EssyGreen commented 12 years ago

An argument about the program design doesn't seem to me to be particularly helpful. We would have as many different views of right and wrong as we have people participating. I believe that the important thing for us to get right is the data model.

GEDCOM 5 was the equivalent of an XML schema in the days before XML became common-place (possibly even before it existed I'm not sure when XML was 'invented').

I agree that an XML schema is not optimum in defining a relational data model and that was sort of my point - that the data model seems to me to be being shaped by the decision to use XML rather than vice versa. I think that's my perception of your point re level of detail.

EssyGreen commented 12 years ago

... however, I think we may (hopefully!) be in agreement that it would be useful to have separation of the data model from the details of the interchange format.

stoicflame commented 12 years ago

So I'm trying to figure out what exactly is being requested; I'm going to need some clarification. I think there are two issues here (correct me if I'm wrong).

  1. You feel like there needs to be a separation between the data model and the serialization format.
  2. There are some bad practices that need to be removed in the code.

I totally agree with number 1. We knew that the interchange format is the primary thing that is to be delivered. The code has always been secondary to it. When deciding what tools to use to define the serialization format, we chose to use Java code to do so.

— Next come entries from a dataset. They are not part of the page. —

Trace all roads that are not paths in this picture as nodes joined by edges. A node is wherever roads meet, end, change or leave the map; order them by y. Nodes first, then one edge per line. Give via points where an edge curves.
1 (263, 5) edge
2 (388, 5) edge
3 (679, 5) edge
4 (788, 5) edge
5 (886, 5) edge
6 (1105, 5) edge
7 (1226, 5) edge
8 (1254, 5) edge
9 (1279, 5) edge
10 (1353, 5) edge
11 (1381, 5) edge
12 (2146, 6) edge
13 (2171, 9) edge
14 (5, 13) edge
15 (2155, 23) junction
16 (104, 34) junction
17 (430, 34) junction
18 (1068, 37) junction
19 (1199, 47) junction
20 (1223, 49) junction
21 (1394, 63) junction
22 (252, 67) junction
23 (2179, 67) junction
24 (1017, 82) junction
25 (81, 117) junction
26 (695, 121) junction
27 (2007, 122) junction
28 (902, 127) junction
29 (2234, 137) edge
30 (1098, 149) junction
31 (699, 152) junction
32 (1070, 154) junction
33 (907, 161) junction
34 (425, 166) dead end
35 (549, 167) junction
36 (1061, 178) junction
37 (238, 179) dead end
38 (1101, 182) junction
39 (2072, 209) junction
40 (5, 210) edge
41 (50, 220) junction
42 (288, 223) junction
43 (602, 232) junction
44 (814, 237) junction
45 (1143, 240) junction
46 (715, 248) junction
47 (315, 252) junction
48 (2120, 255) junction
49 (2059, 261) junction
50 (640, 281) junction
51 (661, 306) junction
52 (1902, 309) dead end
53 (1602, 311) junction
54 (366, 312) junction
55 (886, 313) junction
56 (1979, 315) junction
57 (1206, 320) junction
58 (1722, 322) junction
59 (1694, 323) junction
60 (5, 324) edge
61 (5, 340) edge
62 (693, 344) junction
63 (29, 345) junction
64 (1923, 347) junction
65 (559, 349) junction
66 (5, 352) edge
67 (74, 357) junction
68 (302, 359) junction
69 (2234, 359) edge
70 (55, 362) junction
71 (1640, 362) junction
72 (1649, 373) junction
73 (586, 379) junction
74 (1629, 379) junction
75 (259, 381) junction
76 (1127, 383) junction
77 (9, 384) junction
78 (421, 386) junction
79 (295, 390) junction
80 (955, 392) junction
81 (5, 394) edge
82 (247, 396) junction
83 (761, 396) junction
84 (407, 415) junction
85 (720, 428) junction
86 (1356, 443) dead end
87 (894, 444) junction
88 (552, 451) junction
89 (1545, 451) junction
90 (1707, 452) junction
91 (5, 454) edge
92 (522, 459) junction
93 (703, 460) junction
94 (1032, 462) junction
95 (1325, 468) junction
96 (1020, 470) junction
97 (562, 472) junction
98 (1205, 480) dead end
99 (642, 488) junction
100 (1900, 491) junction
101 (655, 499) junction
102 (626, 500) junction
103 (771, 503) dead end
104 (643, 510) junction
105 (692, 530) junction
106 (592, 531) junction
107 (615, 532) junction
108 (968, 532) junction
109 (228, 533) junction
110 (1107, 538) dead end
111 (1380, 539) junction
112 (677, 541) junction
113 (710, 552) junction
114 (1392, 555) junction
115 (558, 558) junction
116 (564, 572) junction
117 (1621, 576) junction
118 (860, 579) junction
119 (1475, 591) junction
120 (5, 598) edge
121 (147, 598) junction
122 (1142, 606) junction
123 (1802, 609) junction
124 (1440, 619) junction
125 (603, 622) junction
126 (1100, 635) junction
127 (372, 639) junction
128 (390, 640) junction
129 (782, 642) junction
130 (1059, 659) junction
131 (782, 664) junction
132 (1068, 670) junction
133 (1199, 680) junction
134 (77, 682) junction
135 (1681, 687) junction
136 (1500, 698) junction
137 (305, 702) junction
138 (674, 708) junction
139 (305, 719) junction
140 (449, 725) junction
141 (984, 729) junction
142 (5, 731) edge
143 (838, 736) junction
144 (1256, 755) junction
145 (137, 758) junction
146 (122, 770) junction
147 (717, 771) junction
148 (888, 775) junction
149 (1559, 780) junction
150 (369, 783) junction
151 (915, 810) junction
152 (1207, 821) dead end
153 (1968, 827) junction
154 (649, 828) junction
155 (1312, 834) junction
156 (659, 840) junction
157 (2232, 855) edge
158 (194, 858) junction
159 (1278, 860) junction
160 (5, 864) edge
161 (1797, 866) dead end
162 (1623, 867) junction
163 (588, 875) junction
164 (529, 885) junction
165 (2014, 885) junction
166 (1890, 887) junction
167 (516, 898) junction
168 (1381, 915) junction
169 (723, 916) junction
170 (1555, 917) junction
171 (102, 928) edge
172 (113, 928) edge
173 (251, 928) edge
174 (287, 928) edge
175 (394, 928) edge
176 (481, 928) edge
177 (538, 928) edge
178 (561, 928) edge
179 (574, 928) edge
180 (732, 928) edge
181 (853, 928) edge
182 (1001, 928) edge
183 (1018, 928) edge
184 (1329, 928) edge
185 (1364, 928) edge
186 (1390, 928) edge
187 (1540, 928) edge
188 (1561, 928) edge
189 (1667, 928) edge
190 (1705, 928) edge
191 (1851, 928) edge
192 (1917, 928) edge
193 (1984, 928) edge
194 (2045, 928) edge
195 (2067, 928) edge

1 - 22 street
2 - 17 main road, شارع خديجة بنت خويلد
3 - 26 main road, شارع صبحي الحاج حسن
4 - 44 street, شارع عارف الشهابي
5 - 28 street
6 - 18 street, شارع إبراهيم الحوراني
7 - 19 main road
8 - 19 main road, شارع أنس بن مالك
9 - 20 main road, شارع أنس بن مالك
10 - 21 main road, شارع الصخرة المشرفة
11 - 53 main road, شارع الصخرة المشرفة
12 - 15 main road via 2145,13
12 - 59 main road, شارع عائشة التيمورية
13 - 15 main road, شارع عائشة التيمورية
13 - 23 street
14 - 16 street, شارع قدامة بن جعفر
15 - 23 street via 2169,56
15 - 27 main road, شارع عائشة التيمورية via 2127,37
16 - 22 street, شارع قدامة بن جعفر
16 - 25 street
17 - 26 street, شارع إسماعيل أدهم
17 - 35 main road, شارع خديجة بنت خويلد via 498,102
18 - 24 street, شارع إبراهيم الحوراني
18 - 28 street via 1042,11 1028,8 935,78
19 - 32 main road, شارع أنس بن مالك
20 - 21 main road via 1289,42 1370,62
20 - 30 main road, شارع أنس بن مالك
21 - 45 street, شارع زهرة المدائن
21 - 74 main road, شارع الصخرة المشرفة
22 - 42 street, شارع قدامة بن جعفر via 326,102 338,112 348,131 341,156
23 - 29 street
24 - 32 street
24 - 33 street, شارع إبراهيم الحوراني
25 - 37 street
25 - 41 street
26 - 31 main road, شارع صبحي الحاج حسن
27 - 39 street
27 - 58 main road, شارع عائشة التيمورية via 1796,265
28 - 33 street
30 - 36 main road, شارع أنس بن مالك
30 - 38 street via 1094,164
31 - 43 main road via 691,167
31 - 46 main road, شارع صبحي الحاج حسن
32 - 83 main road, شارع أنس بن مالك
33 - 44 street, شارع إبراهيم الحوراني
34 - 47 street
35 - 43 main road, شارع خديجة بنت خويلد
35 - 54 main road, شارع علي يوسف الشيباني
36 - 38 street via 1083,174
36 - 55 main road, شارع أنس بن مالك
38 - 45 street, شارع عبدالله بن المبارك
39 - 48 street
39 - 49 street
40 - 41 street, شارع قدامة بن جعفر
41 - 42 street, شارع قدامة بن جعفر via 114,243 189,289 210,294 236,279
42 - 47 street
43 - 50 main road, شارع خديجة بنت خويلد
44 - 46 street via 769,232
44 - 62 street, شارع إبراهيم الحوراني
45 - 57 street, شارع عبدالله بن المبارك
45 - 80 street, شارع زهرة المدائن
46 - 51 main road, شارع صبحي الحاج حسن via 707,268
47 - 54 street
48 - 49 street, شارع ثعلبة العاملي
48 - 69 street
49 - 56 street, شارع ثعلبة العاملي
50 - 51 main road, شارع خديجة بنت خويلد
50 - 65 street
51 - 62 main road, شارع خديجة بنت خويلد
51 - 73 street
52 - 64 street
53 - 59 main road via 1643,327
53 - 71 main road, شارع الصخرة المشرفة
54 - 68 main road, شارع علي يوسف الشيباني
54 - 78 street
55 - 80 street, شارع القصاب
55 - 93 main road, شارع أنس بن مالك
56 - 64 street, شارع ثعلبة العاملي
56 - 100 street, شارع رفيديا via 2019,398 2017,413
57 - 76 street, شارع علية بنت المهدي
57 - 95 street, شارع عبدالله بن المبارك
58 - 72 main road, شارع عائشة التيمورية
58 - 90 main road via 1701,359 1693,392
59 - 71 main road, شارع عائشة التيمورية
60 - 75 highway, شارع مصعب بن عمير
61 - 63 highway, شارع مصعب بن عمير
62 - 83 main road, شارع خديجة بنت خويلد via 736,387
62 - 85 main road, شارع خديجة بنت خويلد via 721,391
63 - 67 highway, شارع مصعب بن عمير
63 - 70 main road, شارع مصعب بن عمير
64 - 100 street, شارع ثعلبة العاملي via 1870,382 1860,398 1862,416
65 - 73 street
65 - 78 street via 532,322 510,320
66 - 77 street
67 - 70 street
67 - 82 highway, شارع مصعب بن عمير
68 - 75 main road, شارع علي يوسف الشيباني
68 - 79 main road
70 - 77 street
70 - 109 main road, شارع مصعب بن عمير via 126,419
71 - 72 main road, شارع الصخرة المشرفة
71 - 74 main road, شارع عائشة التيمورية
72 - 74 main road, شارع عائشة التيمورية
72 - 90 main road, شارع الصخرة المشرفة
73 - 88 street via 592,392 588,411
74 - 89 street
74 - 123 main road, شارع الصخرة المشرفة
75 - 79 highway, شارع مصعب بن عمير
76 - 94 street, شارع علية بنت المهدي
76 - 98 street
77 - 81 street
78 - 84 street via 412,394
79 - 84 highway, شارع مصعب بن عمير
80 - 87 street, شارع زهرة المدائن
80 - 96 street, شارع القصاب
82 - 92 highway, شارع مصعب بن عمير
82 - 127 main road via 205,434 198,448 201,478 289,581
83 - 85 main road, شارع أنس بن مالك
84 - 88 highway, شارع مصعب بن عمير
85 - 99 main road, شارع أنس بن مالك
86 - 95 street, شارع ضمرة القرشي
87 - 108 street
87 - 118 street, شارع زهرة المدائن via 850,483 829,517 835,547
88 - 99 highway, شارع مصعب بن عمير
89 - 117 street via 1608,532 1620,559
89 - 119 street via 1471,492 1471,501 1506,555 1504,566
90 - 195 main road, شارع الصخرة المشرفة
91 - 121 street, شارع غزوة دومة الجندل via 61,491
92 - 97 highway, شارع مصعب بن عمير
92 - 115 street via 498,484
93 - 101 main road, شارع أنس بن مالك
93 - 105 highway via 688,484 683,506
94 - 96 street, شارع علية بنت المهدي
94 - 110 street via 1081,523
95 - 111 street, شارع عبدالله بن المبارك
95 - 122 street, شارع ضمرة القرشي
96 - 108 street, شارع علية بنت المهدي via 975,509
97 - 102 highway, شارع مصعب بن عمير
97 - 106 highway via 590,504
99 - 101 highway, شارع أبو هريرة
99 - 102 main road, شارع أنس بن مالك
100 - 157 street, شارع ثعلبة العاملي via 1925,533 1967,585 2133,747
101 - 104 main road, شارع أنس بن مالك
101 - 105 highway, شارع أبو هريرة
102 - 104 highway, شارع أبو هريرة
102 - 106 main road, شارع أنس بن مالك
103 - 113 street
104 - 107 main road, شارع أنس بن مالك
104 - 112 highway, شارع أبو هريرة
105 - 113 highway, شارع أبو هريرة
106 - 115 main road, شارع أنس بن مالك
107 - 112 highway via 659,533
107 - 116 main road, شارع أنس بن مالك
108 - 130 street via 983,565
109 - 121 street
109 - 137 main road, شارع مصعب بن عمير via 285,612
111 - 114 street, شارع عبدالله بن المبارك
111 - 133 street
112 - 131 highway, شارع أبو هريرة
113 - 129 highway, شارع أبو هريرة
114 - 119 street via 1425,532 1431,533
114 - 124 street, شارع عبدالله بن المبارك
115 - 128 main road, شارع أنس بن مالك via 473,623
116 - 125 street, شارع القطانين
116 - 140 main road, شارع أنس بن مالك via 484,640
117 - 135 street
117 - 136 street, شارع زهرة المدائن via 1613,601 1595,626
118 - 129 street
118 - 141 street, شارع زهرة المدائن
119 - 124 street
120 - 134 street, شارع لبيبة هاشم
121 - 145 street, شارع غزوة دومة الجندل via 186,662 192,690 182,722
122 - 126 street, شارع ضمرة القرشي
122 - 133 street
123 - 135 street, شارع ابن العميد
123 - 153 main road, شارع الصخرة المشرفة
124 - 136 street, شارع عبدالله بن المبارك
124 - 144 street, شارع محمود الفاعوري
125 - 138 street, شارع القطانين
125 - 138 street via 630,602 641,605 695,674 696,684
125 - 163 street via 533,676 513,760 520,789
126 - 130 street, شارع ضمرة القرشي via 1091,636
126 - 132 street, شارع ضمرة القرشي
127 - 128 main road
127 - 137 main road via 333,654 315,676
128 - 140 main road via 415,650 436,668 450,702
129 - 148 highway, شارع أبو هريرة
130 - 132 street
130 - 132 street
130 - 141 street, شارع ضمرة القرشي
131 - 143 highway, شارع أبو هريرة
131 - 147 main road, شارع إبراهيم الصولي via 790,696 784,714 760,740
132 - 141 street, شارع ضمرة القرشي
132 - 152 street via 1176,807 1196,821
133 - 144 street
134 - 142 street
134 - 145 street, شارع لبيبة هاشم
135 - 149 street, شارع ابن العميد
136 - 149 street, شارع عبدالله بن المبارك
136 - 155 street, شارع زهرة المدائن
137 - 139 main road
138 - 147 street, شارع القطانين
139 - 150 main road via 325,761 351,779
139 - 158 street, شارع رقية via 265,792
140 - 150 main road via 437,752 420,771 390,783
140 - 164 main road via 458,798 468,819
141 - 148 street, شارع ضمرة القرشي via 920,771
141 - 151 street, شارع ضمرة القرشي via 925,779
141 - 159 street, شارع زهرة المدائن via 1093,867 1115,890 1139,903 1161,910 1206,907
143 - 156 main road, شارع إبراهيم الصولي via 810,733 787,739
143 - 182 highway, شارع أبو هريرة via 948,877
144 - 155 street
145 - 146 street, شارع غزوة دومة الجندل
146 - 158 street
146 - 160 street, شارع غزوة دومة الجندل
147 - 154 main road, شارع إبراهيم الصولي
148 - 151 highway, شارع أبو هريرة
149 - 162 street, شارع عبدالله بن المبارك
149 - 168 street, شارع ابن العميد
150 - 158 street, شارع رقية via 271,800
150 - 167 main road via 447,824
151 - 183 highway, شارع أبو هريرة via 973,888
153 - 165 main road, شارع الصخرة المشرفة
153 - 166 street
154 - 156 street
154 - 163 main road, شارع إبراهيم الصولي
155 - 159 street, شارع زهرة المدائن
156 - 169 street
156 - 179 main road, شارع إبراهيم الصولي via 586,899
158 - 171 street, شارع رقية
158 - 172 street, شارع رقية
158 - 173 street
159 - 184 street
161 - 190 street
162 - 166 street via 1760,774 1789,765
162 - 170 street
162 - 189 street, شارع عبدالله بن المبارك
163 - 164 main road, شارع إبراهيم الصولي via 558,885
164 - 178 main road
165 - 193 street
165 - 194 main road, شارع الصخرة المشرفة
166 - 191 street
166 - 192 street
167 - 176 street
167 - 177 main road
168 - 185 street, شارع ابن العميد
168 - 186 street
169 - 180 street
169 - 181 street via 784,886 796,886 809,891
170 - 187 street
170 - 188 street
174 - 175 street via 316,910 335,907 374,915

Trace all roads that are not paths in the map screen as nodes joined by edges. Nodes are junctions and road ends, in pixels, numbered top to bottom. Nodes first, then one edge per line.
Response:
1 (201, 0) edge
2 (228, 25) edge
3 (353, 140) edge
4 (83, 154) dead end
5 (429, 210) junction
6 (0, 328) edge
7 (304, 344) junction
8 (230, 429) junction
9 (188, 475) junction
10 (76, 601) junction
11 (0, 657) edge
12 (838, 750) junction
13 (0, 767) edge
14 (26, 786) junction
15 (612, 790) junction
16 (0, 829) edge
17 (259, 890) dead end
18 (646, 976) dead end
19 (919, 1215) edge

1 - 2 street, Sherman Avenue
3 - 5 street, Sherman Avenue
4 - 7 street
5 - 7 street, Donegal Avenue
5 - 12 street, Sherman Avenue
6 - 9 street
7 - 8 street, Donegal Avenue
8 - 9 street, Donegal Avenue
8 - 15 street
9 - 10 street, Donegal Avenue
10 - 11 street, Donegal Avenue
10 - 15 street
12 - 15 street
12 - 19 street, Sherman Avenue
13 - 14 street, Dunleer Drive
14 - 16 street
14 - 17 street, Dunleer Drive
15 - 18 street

It had some nice benefits: we were really familiar with it, Java's a pretty easy language for developers to understand, and Java has some really rich tools and specs for defining serialization formats (e.g. JAXB, JAX-RS).

Defining the serialization format in code also had the great benefit that the code was already there, ready to be used and consumed. Personally, I've been really happy with the choice. When we adjust the definition of the serialization format, we automatically get the code updated.

So help me understand: was this issue opened to challenge that decision? Is there a better development process being suggested?

jralls commented 12 years ago

Nope, no problem with Java per se, though as I've said elsewhere I think that designing in code is a poor practice, and you really need to get the specs into English so that non-programmers can join in the fun. But that's not the issue here, it's design.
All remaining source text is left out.